Notwendig gemacht hat eine Neuregelung ein am 31. Januar 2007 veröffentlichtes BVerfG-Urteil (JF 7/07). Es erklärt die für die verschiedenen Vermögensarten ungleichen Bewertungsregeln bei der Erbschaftsteuer für verfassungswidrig. Unternehmens- und Immobilienvermögen dürfen nicht länger niedriger bewertet werden als Geld- und Wertpapiervermögen. Damit ist vorgegeben, die Vermögensarten bei der Bewertung gleich zu behandeln.

Das läuft darauf hinaus, im Erbfall für alle Vermögen den Verkehrswert zugrunde zu legen. Damit würde die Steuerbelastung beim Vererben von Agrar- und Forstland und von Haus- und Grundvermögen erheblich steigen, falls nicht zugleich die Freibeträge erhöht und die Steuersätze gesenkt würden. Hier nämlich läßt das Urteil eine Differenzierung zu; gleiche Regeln verlangt es nur für die Bewertung. Dienen Vermögensarten dem "Gemeinwohl", dürfen sie beim Vererben durchaus mit niedrigeren Sätzen besteuert und mit höheren Freibeträgen versehen werden.

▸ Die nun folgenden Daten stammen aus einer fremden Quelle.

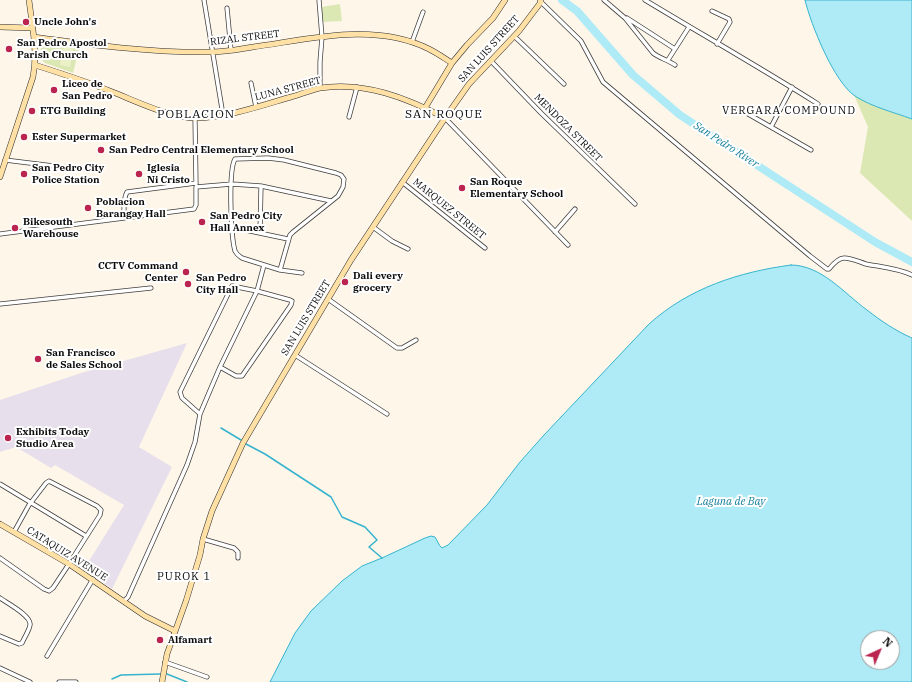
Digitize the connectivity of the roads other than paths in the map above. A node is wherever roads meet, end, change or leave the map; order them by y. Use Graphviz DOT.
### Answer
graph roads {
  1 [pos="29,0"];
  2 [pos="204,0"];
  3 [pos="319,0"];
  4 [pos="505,0"];
  5 [pos="604,0"];
  6 [pos="645,0"];
  7 [pos="541,1"];
  8 [pos="227,8"];
  9 [pos="712,11"];
  10 [pos="422,12"];
  11 [pos="625,18"];
  12 [pos="689,26"];
  13 [pos="0,28"];
  14 [pos="32,28"];
  15 [pos="514,36"];
  16 [pos="34,37"];
  17 [pos="322,38"];
  18 [pos="412,42"];
  19 [pos="718,44"];
  20 [pos="675,49"];
  21 [pos="231,50"];
  22 [pos="213,52"];
  23 [pos="668,60"];
  24 [pos="491,61"];
  25 [pos="452,64"];
  26 [pos="35,65"];
  27 [pos="675,65"];
  28 [pos="251,83"];
  29 [pos="564,84"];
  30 [pos="357,87"];
  31 [pos="320,88"];
  32 [pos="792,88"];
  33 [pos="818,104"];
  34 [pos="256,107"];
  35 [pos="736,107"];
  36 [pos="425,108"];
  37 [pos="223,115"];
  38 [pos="349,117"];
  39 [pos="195,118"];
  40 [pos="445,118"];
  41 [pos="771,127"];
  42 [pos="811,150"];
  43 [pos="3,159"];
  44 [pos="70,168"];
  45 [pos="0,177"];
  46 [pos="402,182"];
  47 [pos="232,184"];
  48 [pos="196,185"];
  49 [pos="261,186"];
  50 [pos="331,202"];
  51 [pos="635,204"];
  52 [pos="575,209"];
  53 [pos="124,218"];
  54 [pos="231,226"];
  55 [pos="373,227"];
  56 [pos="260,232"];
  57 [pos="555,232"];
  58 [pos="0,234"];
  59 [pos="288,239"];
  60 [pos="568,245"];
  61 [pos="485,248"];
  62 [pos="408,249"];
  63 [pos="264,265"];
  64 [pos="280,270"];
  65 [pos="302,273"];
  66 [pos="912,275"];
  67 [pos="151,288"];
  68 [pos="257,291"];
  69 [pos="328,299"];
  70 [pos="0,304"];
  71 [pos="416,340"];
  72 [pos="295,355"];
  73 [pos="220,367"];
  74 [pos="200,414"];
  75 [pos="387,414"];
  76 [pos="0,484"];
  77 [pos="31,503"];
  78 [pos="0,524"];
  79 [pos="14,532"];
  80 [pos="86,536"];
  81 [pos="203,539"];
  82 [pos="0,558"];
  83 [pos="238,558"];
  84 [pos="70,564"];
  85 [pos="92,579"];
  86 [pos="0,598"];
  87 [pos="124,601"];
  88 [pos="175,631"];
  89 [pos="0,636"];
  90 [pos="47,656"];
  91 [pos="165,662"];
  92 [pos="0,668"];
  93 [pos="208,677"];
  94 [pos="30,682"];
  95 [pos="59,682"];
  96 [pos="71,682"];
  97 [pos="76,682"];
  98 [pos="163,682"];
  1 -- 14 [label="street"];
  2 -- 22 [label="street"];
  3 -- 17 [label="street"];
  4 -- 25 [label="street"];
  5 -- 11 [label="street"];
  6 -- 12 [label="street"];
  7 -- 15 [label="street, SAN LUIS STREET"];
  7 -- 66 [label="street"];
  8 -- 21 [label="street"];
  9 -- 19 [label="street"];
  10 -- 18 [label="street"];
  11 -- 20 [label="street"];
  11 -- 23 [label="street"];
  12 -- 19 [label="street"];
  12 -- 20 [label="street"];
  13 -- 14 [label="street"];
  14 -- 16 [label="street"];
  15 -- 24 [label="street, SAN LUIS STREET"];
  15 -- 29 [label="street"];
  16 -- 22 [label="street, RIZAL STREET"];
  16 -- 26 [label="street"];
  17 -- 18 [label="street, RIZAL STREET"];
  17 -- 21 [label="street, RIZAL STREET"];
  17 -- 31 [label="street"];
  18 -- 25 [label="street, RIZAL STREET"];
  19 -- 32 [label="street"];
  20 -- 23 [label="street"];
  21 -- 22 [label="street, RIZAL STREET"];
  22 -- 37 [label="street"];
  23 -- 27 [label="street"];
  24 -- 40 [label="street, SAN LUIS STREET"];
  24 -- 51 [label="street, MENDOZA STREET"];
  25 -- 36 [label="street"];
  26 -- 39 [label="street, LUNA STREET"];
  26 -- 43 [label="street"];
  28 -- 34 [label="street"];
  30 -- 31 [label="street, LUNA STREET"];
  30 -- 36 [label="street, LUNA STREET"];
  30 -- 38 [label="street"];
  31 -- 34 [label="street, LUNA STREET"];
  32 -- 33 [label="street"];
  32 -- 41 [label="street"];
  34 -- 37 [label="street, LUNA STREET"];
  35 -- 41 [label="street"];
  36 -- 40 [label="street, LUNA STREET"];
  37 -- 39 [label="street, LUNA STREET"];
  39 -- 48 [label="street"];
  40 -- 46 [label="street, SAN LUIS STREET"];
  40 -- 57 [label="street, LUNA STREET"];
  41 -- 42 [label="street"];
  43 -- 44 [label="street"];
  43 -- 45 [label="street"];
  46 -- 55 [label="street, SAN LUIS STREET"];
  46 -- 61 [label="street, MARQUEZ STREET"];
  47 -- 48 [label="street"];
  47 -- 49 [label="street"];
  47 -- 50 [label="street"];
  47 -- 54 [label="street"];
  48 -- 53 [label="street"];
  48 -- 53 [label="street"];
  49 -- 50 [label="street"];
  49 -- 56 [label="street"];
  50 -- 59 [label="street"];
  52 -- 57 [label="street"];
  53 -- 58 [label="street"];
  54 -- 56 [label="street"];
  54 -- 63 [label="street"];
  55 -- 62 [label="street"];
  55 -- 69 [label="street, SAN LUIS STREET"];
  56 -- 59 [label="street"];
  57 -- 60 [label="street, LUNA STREET"];
  59 -- 64 [label="street"];
  63 -- 64 [label="street"];
  63 -- 68 [label="street"];
  64 -- 65 [label="street"];
  67 -- 70 [label="street"];
  68 -- 73 [label="street"];
  68 -- 73 [label="street"];
  68 -- 74 [label="street"];
  69 -- 71 [label="street"];
  69 -- 72 [label="street, SAN LUIS STREET"];
  72 -- 75 [label="street"];
  72 -- 81 [label="street, SAN LUIS STREET"];
  73 -- 74 [label="street"];
  74 -- 87 [label="street"];
  76 -- 77 [label="street"];
  77 -- 79 [label="street"];
  77 -- 80 [label="street"];
  77 -- 80 [label="street"];
  78 -- 79 [label="street, CATAQUIZ AVENUE"];
  79 -- 84 [label="street, CATAQUIZ AVENUE"];
  80 -- 84 [label="street"];
  81 -- 83 [label="street"];
  81 -- 88 [label="street, SAN LUIS STREET"];
  82 -- 84 [label="street"];
  84 -- 85 [label="street, CATAQUIZ AVENUE"];
  85 -- 87 [label="street, CATAQUIZ AVENUE"];
  85 -- 90 [label="street"];
  86 -- 89 [label="street"];
  87 -- 88 [label="street, CATAQUIZ AVENUE"];
  88 -- 91 [label="street, SAN LUIS STREET"];
  91 -- 93 [label="street"];
  91 -- 98 [label="street, SAN LUIS STREET"];
  92 -- 94 [label="street"];
  95 -- 96 [label="street"];
  96 -- 97 [label="street"];
}
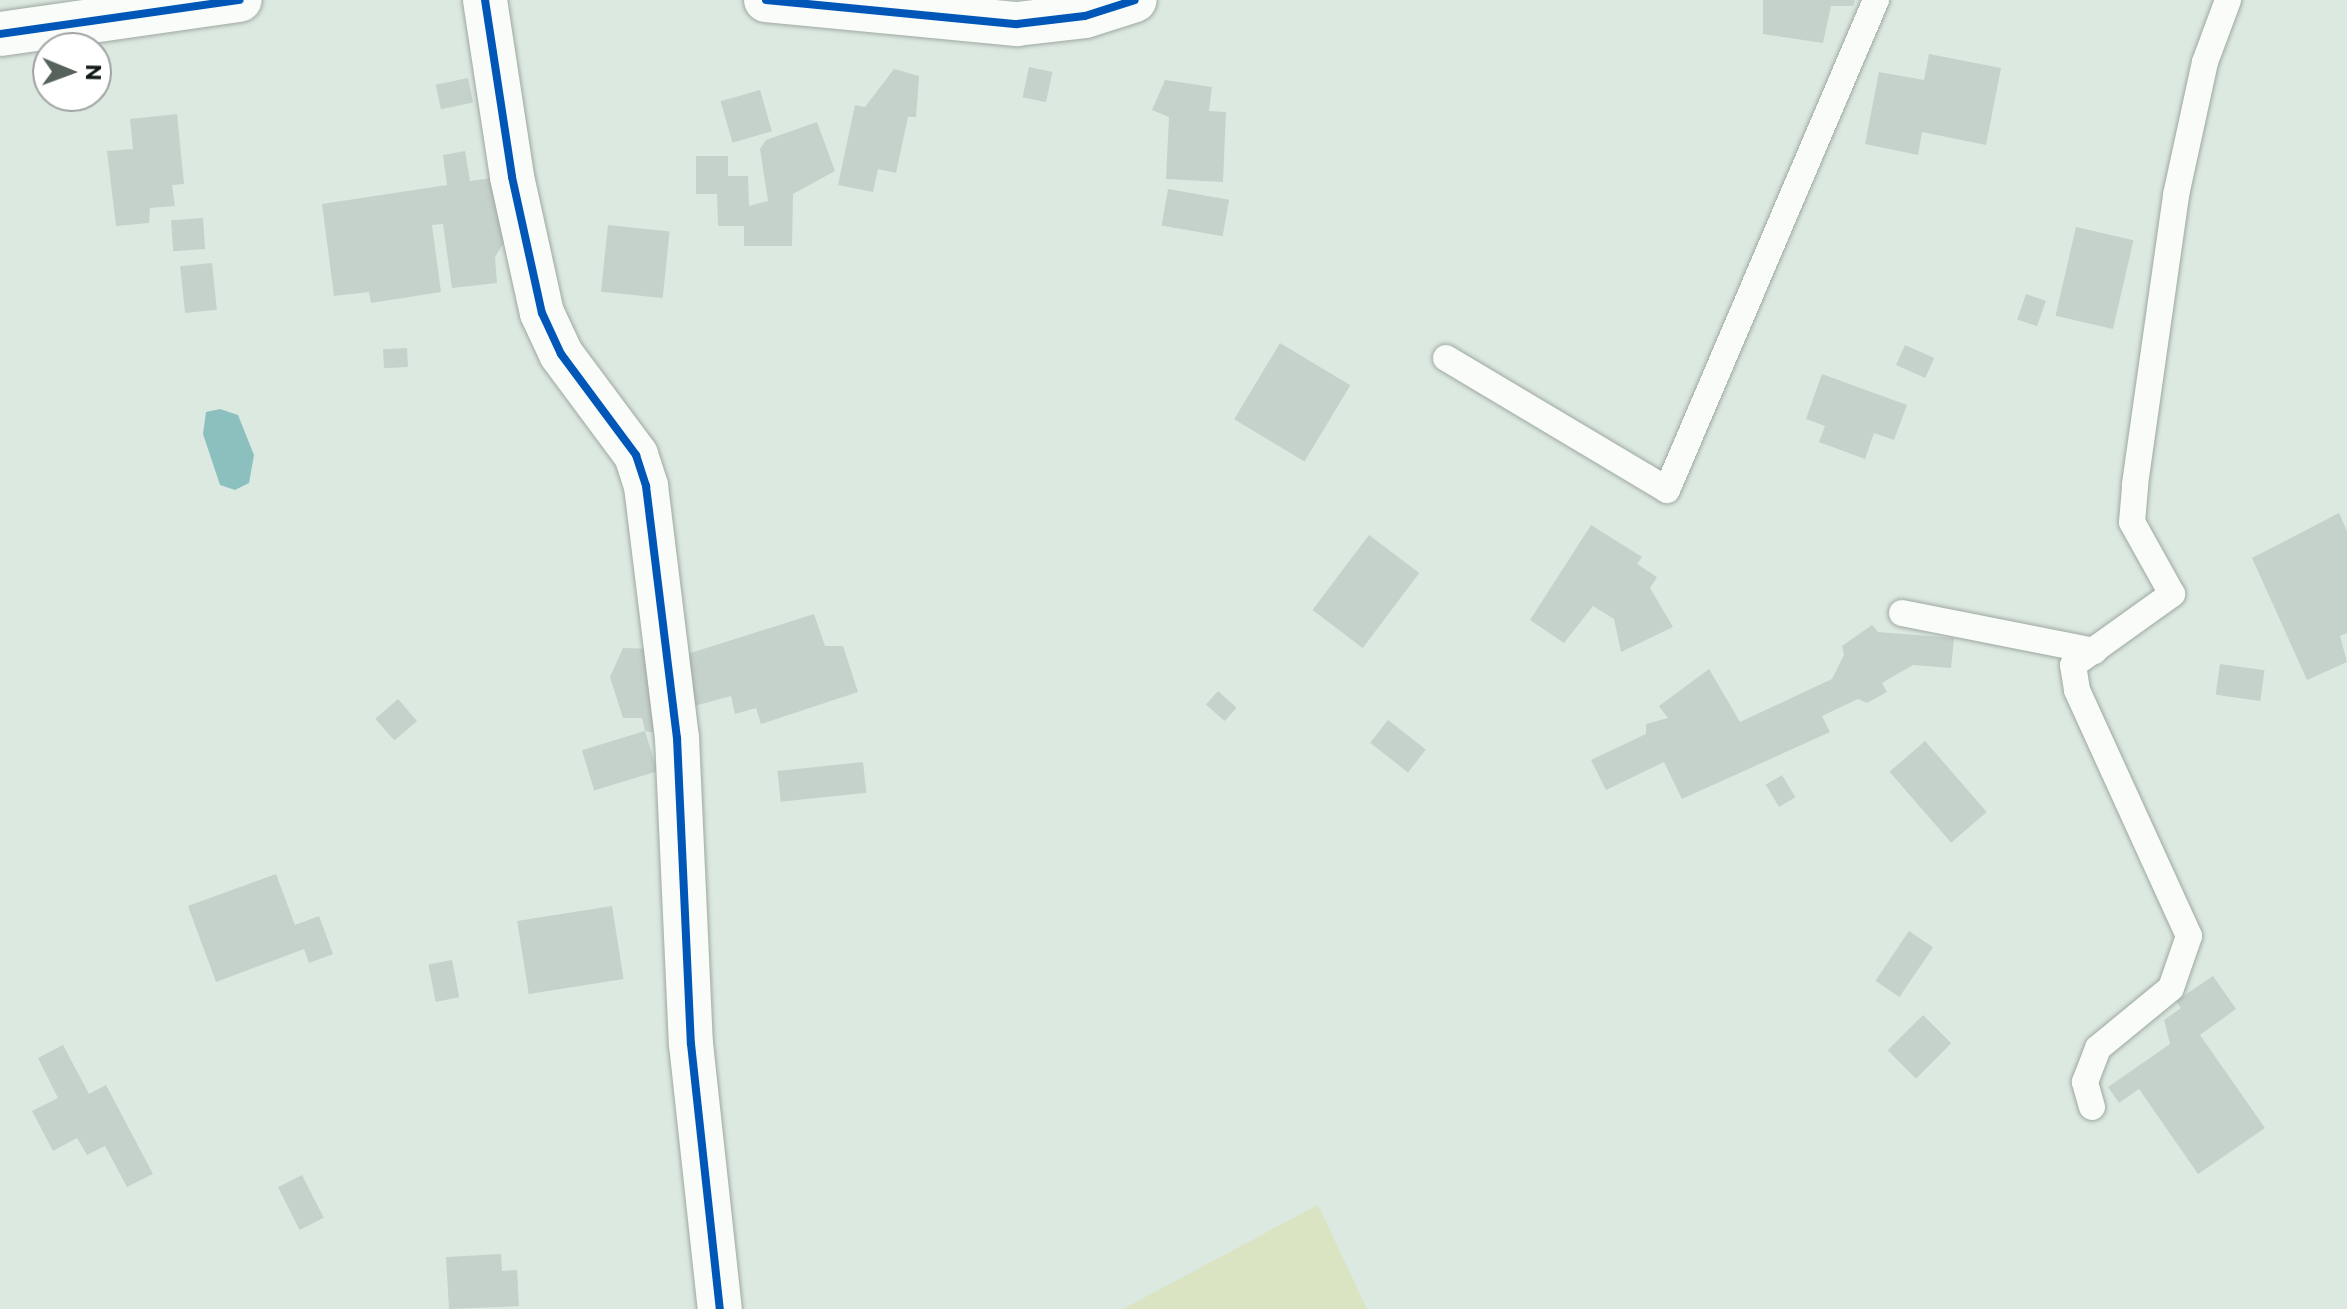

Ob und wie politisch darüber befunden wird, kann man sich nur als "nicht sachdienlich" ausmalen, also als verfehlt. Das zeigt sich schon am Vorhaben, den schrittweisen Steuererlaß bei Unternehmensübertragungen auf "produktives" Betriebsvermögen zu beschränken, aber "unproduktives" und Betriebsvermögen im Ausland voll der Besteuerung auszusetzen, wobei "produktiv" wohl als "betriebsnotwendig" verstanden wird. Was daraus an Entlastung herauskommt, wird bei privaten Erblassern zur Zusatzbelastung werden, denn das Aufkommen aus der Erbschaftsteuer insgesamt soll doch mindestens gleichbleiben. Beziffert wird der Einnahmeausfall durch den schrittweisen Steuererlaß für Unternehmen auf 450 Millionen Euro im Jahr. Um ihn zu kompensieren, sollen aber private Erblasser also entsprechend höher besteuert werden. Gerecht ist das nicht. Zur Kompensation wären alle Steuerzahler heranzuziehen.

Je intensiver die Beratungen und die Suche nach Kompromissen werden, um so klarer wird, welche Schwierigkeiten im Detail bestehen. Dazu zählen die Probleme, wie zwischen produktiv und unproduktiv abzugrenzen ist. Wann sind Unternehmensvermögen betriebsnotwendig und wann nicht? Auch EU-Recht ist zu beachten, wenn Betriebsvermögen (und anderes?) im Inland anders behandelt werden soll als solches im Ausland. Ferner: Wenn Familienunternehmen und "normale" Privatvermögen beim Übergang auf Ehegatten und Kinder steuerfrei bleiben sollen, konzentriert sich die Steuerlast auf mittelgroße Privatvermögen, denn wirklich große Vermögen finden Umgehungswege oder weichen aus ins Ausland. Und allein für die mittelgroße Gruppe soll so ein großer Aufwand bei so kleinem Ertrag getrieben werden? Daß bei ihr die Steuerlast steigt, zeichnet sich ohnehin ab. Denn ihr wird aufgebürdet, was anderen als Entlastung beschert werden soll.